### Task description
In the data below, the answer is the run of lines from the line containing "middle tip: (835, 830)" through the line containing "ring pip: (377, 109)", both included; print it exactly and nothing else.

___

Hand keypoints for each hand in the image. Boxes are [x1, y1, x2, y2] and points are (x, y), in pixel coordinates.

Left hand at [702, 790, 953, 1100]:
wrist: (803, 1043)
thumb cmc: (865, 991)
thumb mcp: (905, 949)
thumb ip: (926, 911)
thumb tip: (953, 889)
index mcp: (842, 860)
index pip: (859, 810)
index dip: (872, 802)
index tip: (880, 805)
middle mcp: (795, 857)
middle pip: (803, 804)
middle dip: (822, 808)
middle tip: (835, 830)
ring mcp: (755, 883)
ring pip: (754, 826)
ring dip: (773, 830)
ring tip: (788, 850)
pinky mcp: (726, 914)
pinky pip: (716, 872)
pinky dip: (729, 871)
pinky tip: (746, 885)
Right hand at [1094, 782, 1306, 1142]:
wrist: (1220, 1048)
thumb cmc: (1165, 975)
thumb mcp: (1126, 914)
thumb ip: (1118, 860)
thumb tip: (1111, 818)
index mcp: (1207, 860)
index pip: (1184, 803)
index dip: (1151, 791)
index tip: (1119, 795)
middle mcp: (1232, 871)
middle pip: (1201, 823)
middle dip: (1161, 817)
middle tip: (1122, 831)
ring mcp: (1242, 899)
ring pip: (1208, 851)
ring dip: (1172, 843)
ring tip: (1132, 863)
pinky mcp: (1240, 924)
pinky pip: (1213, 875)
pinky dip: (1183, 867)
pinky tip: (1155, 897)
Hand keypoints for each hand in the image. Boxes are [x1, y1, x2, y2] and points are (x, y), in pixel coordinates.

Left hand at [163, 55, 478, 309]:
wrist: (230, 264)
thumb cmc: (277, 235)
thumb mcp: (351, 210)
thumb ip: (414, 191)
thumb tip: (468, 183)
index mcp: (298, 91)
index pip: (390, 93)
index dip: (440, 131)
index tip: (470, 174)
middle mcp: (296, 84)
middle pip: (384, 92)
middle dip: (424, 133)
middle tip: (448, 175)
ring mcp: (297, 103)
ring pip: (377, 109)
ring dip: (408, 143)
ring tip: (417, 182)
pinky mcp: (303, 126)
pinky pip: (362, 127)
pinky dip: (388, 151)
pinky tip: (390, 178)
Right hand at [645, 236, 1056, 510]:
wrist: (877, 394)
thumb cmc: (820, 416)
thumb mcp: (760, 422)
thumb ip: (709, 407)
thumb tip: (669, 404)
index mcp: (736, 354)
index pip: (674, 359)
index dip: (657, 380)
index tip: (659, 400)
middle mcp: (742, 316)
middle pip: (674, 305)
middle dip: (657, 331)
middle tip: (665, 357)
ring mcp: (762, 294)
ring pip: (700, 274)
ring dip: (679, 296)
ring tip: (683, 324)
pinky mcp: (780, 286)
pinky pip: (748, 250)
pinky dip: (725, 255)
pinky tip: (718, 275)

___

### Response below
middle tip: (835, 830)
ring mcp: (755, 883)
ring pip: (754, 826)
ring dip: (773, 830)
ring tip: (788, 850)
pinky mcp: (726, 914)
pinky pip: (716, 872)
pinky dip: (729, 871)
pinky tip: (746, 885)
Right hand at [1094, 782, 1306, 1142]:
wrist: (1220, 1048)
thumb cmc: (1165, 975)
thumb mcp: (1126, 914)
thumb ip: (1118, 860)
thumb tip: (1111, 818)
index mcp: (1207, 860)
index pip: (1184, 803)
index dip: (1151, 791)
index tip: (1119, 795)
middle mcp: (1232, 871)
middle pip: (1201, 823)
middle dip: (1161, 817)
middle tip: (1122, 831)
ring mcp: (1242, 899)
ring pip: (1208, 851)
ring dip: (1172, 843)
ring tip: (1132, 863)
pinky mcp: (1240, 924)
pinky pip: (1213, 875)
pinky dip: (1183, 867)
pinky tip: (1155, 897)
Hand keypoints for each hand in the image. Boxes are [x1, y1, x2, y2] and points are (x, y), in pixel coordinates.

Left hand at [163, 55, 478, 309]:
wrist: (230, 264)
thumb cmc: (277, 235)
thumb mcp: (351, 210)
thumb ip: (414, 191)
thumb tip: (468, 183)
index mcp: (298, 91)
index pip: (390, 93)
index dip: (440, 131)
index tip: (470, 174)
middle mcp: (296, 84)
middle pip: (384, 92)
middle dip: (424, 133)
middle tip: (448, 175)
ring mcp: (297, 103)
ring pip: (377, 109)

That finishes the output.